- Your task
The answer should match the entries that follow exactly, except that no image appears in it.

=== Material supplied ===

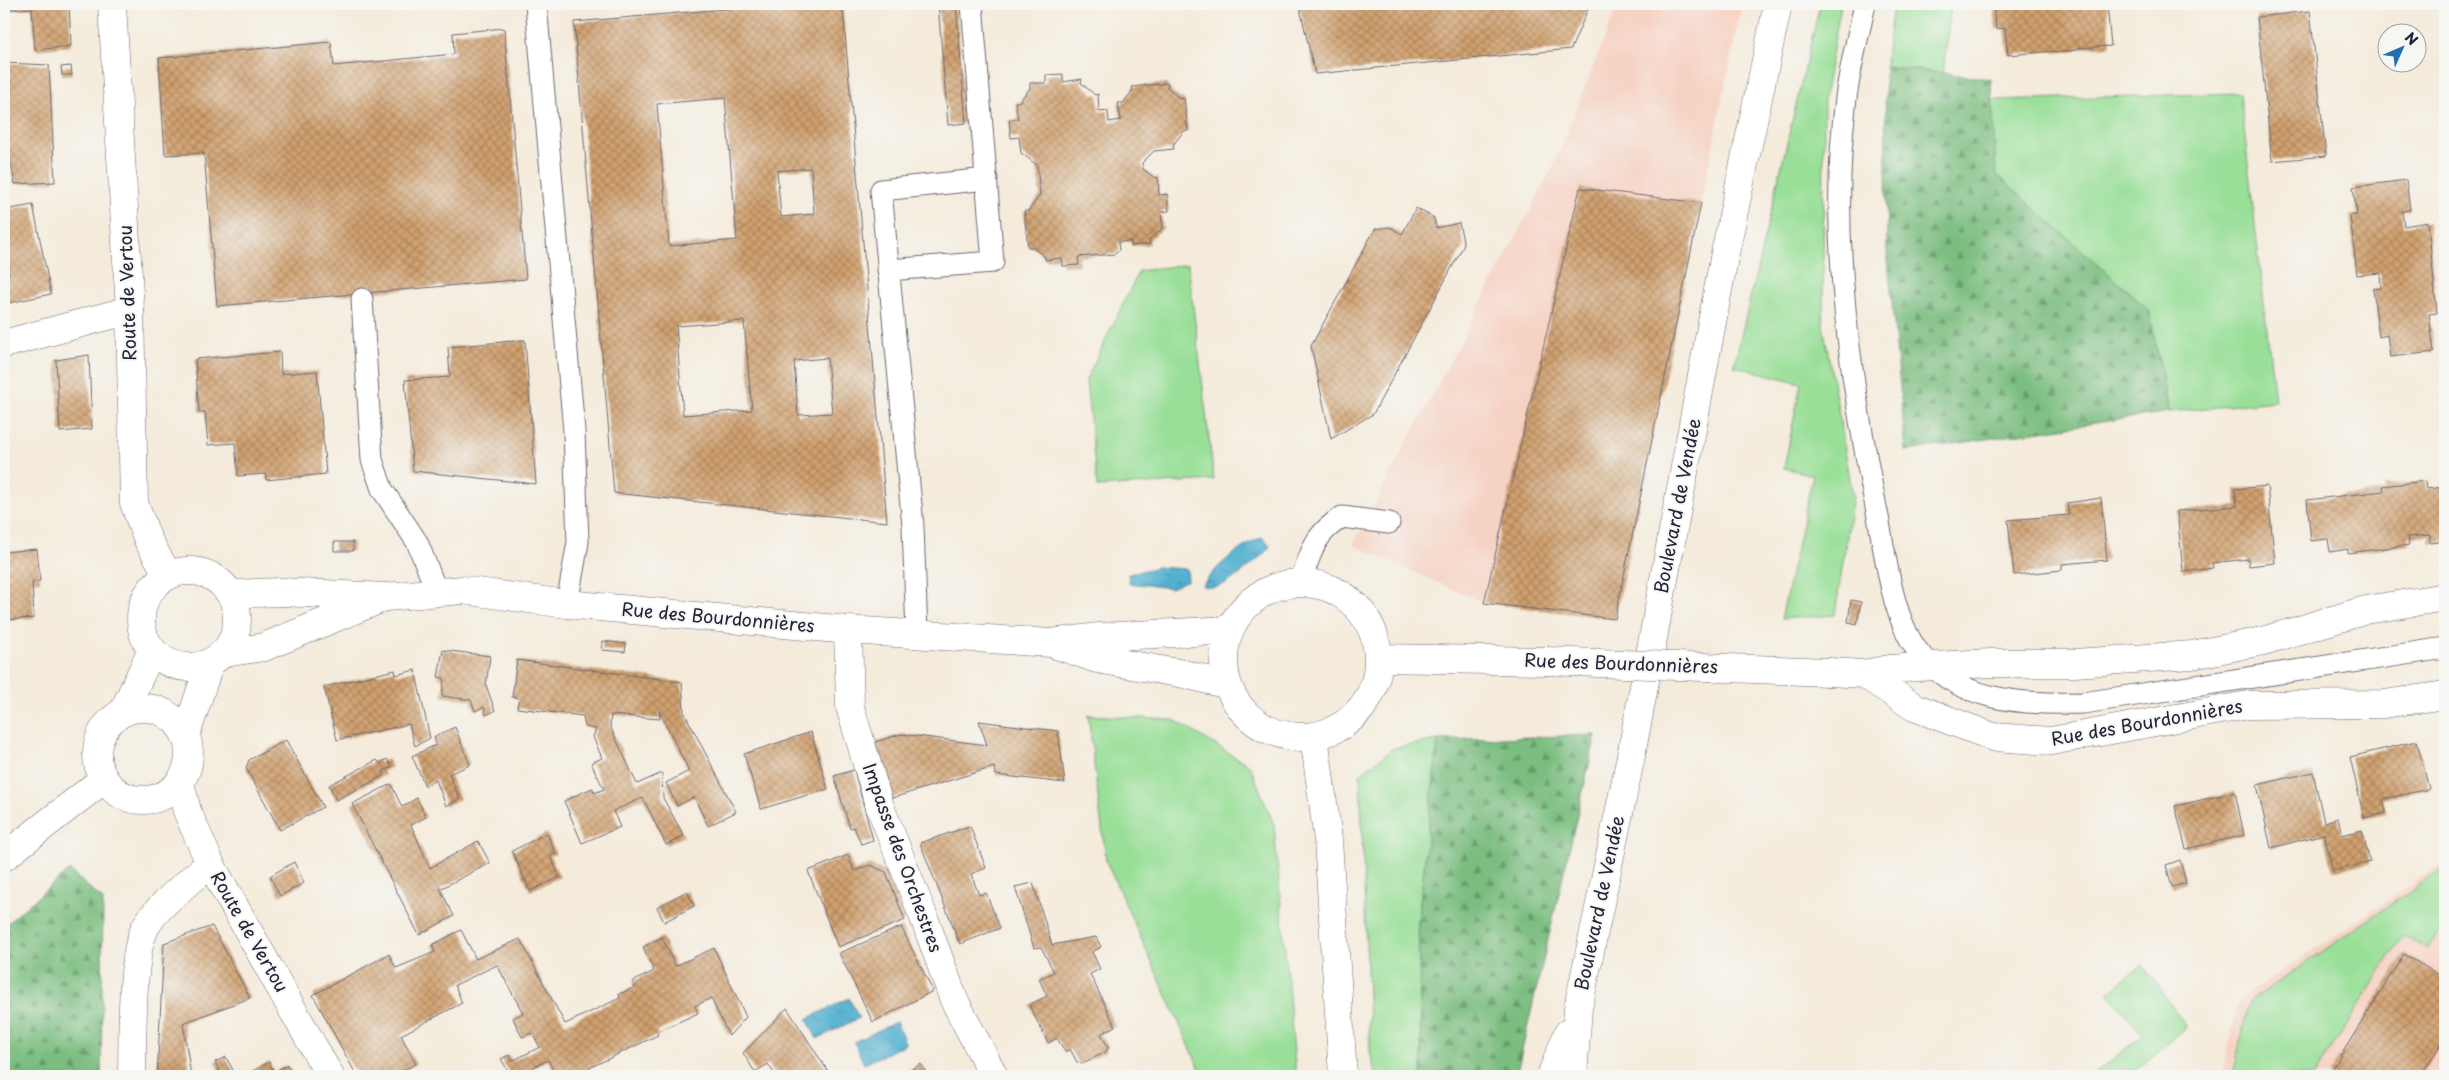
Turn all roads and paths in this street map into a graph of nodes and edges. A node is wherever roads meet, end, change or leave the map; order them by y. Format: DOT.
graph roads {
  1 [pos="112,4"];
  2 [pos="127,4"];
  3 [pos="536,4"];
  4 [pos="972,4"];
  5 [pos="1778,4"];
  6 [pos="1865,4"];
  7 [pos="987,178"];
  8 [pos="888,270"];
  9 [pos="362,299"];
  10 [pos="130,310"];
  11 [pos="4,344"];
  12 [pos="1389,523"];
  13 [pos="168,575"];
  14 [pos="1300,583"];
  15 [pos="437,592"];
  16 [pos="231,594"];
  17 [pos="386,596"];
  18 [pos="2445,597"];
  19 [pos="567,604"];
  20 [pos="848,630"];
  21 [pos="1230,630"];
  22 [pos="917,634"];
  23 [pos="1050,643"];
  24 [pos="2445,648"];
  25 [pos="152,650"];
  26 [pos="217,658"];
  27 [pos="1378,658"];
  28 [pos="1934,666"];
  29 [pos="1864,674"];
  30 [pos="1228,685"];
  31 [pos="2445,695"];
  32 [pos="123,712"];
  33 [pos="186,735"];
  34 [pos="1314,736"];
  35 [pos="104,779"];
  36 [pos="180,783"];
  37 [pos="4,857"];
  38 [pos="210,863"];
  39 [pos="1578,1008"];
  40 [pos="132,1076"];
  41 [pos="330,1076"];
  42 [pos="994,1076"];
  43 [pos="1343,1076"];
  44 [pos="1551,1076"];
  45 [pos="1573,1076"];
  1 -- 2 [label="street"];
  1 -- 10 [label="street, Route de Vertou"];
  3 -- 19 [label="lane"];
  4 -- 7 [label="lane"];
  5 -- 39 [label="street, Boulevard de Vendée"];
  6 -- 28 [label="lane"];
  7 -- 8 [label="lane"];
  7 -- 8 [label="lane"];
  8 -- 22 [label="lane"];
  9 -- 15 [label="lane"];
  10 -- 11 [label="street"];
  10 -- 13 [label="street, Route de Vertou"];
  12 -- 14 [label="lane"];
  13 -- 16 [label="street"];
  13 -- 25 [label="street"];
  14 -- 21 [label="street"];
  14 -- 27 [label="street"];
  15 -- 17 [label="street, Rue des Bourdonnières"];
  15 -- 19 [label="street, Rue des Bourdonnières"];
  16 -- 17 [label="street, Rue des Bourdonnières"];
  16 -- 26 [label="street"];
  17 -- 26 [label="street, Rue des Bourdonnières"];
  18 -- 28 [label="street, Rue des Bourdonnières"];
  19 -- 20 [label="street, Rue des Bourdonnières"];
  20 -- 22 [label="street, Rue des Bourdonnières"];
  20 -- 42 [label="street, Impasse des Orchestres"];
  21 -- 23 [label="street, Rue des Bourdonnières"];
  21 -- 30 [label="street"];
  22 -- 23 [label="street, Rue des Bourdonnières"];
  23 -- 30 [label="street, Rue des Bourdonnières"];
  24 -- 28 [label="lane"];
  25 -- 26 [label="street"];
  25 -- 32 [label="street"];
  26 -- 33 [label="street"];
  27 -- 29 [label="street, Rue des Bourdonnières, bridge"];
  27 -- 34 [label="street"];
  28 -- 29 [label="street, Rue des Bourdonnières"];
  29 -- 31 [label="street, Rue des Bourdonnières"];
  30 -- 34 [label="street"];
  32 -- 33 [label="street"];
  32 -- 35 [label="street"];
  33 -- 36 [label="street"];
  34 -- 43 [label="street"];
  35 -- 36 [label="street"];
  35 -- 37 [label="street"];
  36 -- 38 [label="street, Route de Vertou"];
  38 -- 40 [label="street"];
  38 -- 41 [label="street, Route de Vertou"];
  39 -- 44 [label="street, Boulevard de Vendée"];
  39 -- 45 [label="street, Boulevard de Vendée"];
}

===

- Result for this task
Turn all roads and paths in this street map into a graph of nodes and edges. A node is wherever roads meet, end, change or leave the map; order them by y. Format: DOT.
graph roads {
  1 [pos="112,4"];
  2 [pos="127,4"];
  3 [pos="536,4"];
  4 [pos="972,4"];
  5 [pos="1778,4"];
  6 [pos="1865,4"];
  7 [pos="987,178"];
  8 [pos="888,270"];
  9 [pos="362,299"];
  10 [pos="130,310"];
  11 [pos="4,344"];
  12 [pos="1389,523"];
  13 [pos="168,575"];
  14 [pos="1300,583"];
  15 [pos="437,592"];
  16 [pos="231,594"];
  17 [pos="386,596"];
  18 [pos="2445,597"];
  19 [pos="567,604"];
  20 [pos="848,630"];
  21 [pos="1230,630"];
  22 [pos="917,634"];
  23 [pos="1050,643"];
  24 [pos="2445,648"];
  25 [pos="152,650"];
  26 [pos="217,658"];
  27 [pos="1378,658"];
  28 [pos="1934,666"];
  29 [pos="1864,674"];
  30 [pos="1228,685"];
  31 [pos="2445,695"];
  32 [pos="123,712"];
  33 [pos="186,735"];
  34 [pos="1314,736"];
  35 [pos="104,779"];
  36 [pos="180,783"];
  37 [pos="4,857"];
  38 [pos="210,863"];
  39 [pos="1578,1008"];
  40 [pos="132,1076"];
  41 [pos="330,1076"];
  42 [pos="994,1076"];
  43 [pos="1343,1076"];
  44 [pos="1551,1076"];
  45 [pos="1573,1076"];
  1 -- 2 [label="street"];
  1 -- 10 [label="street, Route de Vertou"];
  3 -- 19 [label="lane"];
  4 -- 7 [label="lane"];
  5 -- 39 [label="street, Boulevard de Vendée"];
  6 -- 28 [label="lane"];
  7 -- 8 [label="lane"];
  7 -- 8 [label="lane"];
  8 -- 22 [label="lane"];
  9 -- 15 [label="lane"];
  10 -- 11 [label="street"];
  10 -- 13 [label="street, Route de Vertou"];
  12 -- 14 [label="lane"];
  13 -- 16 [label="street"];
  13 -- 25 [label="street"];
  14 -- 21 [label="street"];
  14 -- 27 [label="street"];
  15 -- 17 [label="street, Rue des Bourdonnières"];
  15 -- 19 [label="street, Rue des Bourdonnières"];
  16 -- 17 [label="street, Rue des Bourdonnières"];
  16 -- 26 [label="street"];
  17 -- 26 [label="street, Rue des Bourdonnières"];
  18 -- 28 [label="street, Rue des Bourdonnières"];
  19 -- 20 [label="street, Rue des Bourdonnières"];
  20 -- 22 [label="street, Rue des Bourdonnières"];
  20 -- 42 [label="street, Impasse des Orchestres"];
  21 -- 23 [label="street, Rue des Bourdonnières"];
  21 -- 30 [label="street"];
  22 -- 23 [label="street, Rue des Bourdonnières"];
  23 -- 30 [label="street, Rue des Bourdonnières"];
  24 -- 28 [label="lane"];
  25 -- 26 [label="street"];
  25 -- 32 [label="street"];
  26 -- 33 [label="street"];
  27 -- 29 [label="street, Rue des Bourdonnières, bridge"];
  27 -- 34 [label="street"];
  28 -- 29 [label="street, Rue des Bourdonnières"];
  29 -- 31 [label="street, Rue des Bourdonnières"];
  30 -- 34 [label="street"];
  32 -- 33 [label="street"];
  32 -- 35 [label="street"];
  33 -- 36 [label="street"];
  34 -- 43 [label="street"];
  35 -- 36 [label="street"];
  35 -- 37 [label="street"];
  36 -- 38 [label="street, Route de Vertou"];
  38 -- 40 [label="street"];
  38 -- 41 [label="street, Route de Vertou"];
  39 -- 44 [label="street, Boulevard de Vendée"];
  39 -- 45 [label="street, Boulevard de Vendée"];
}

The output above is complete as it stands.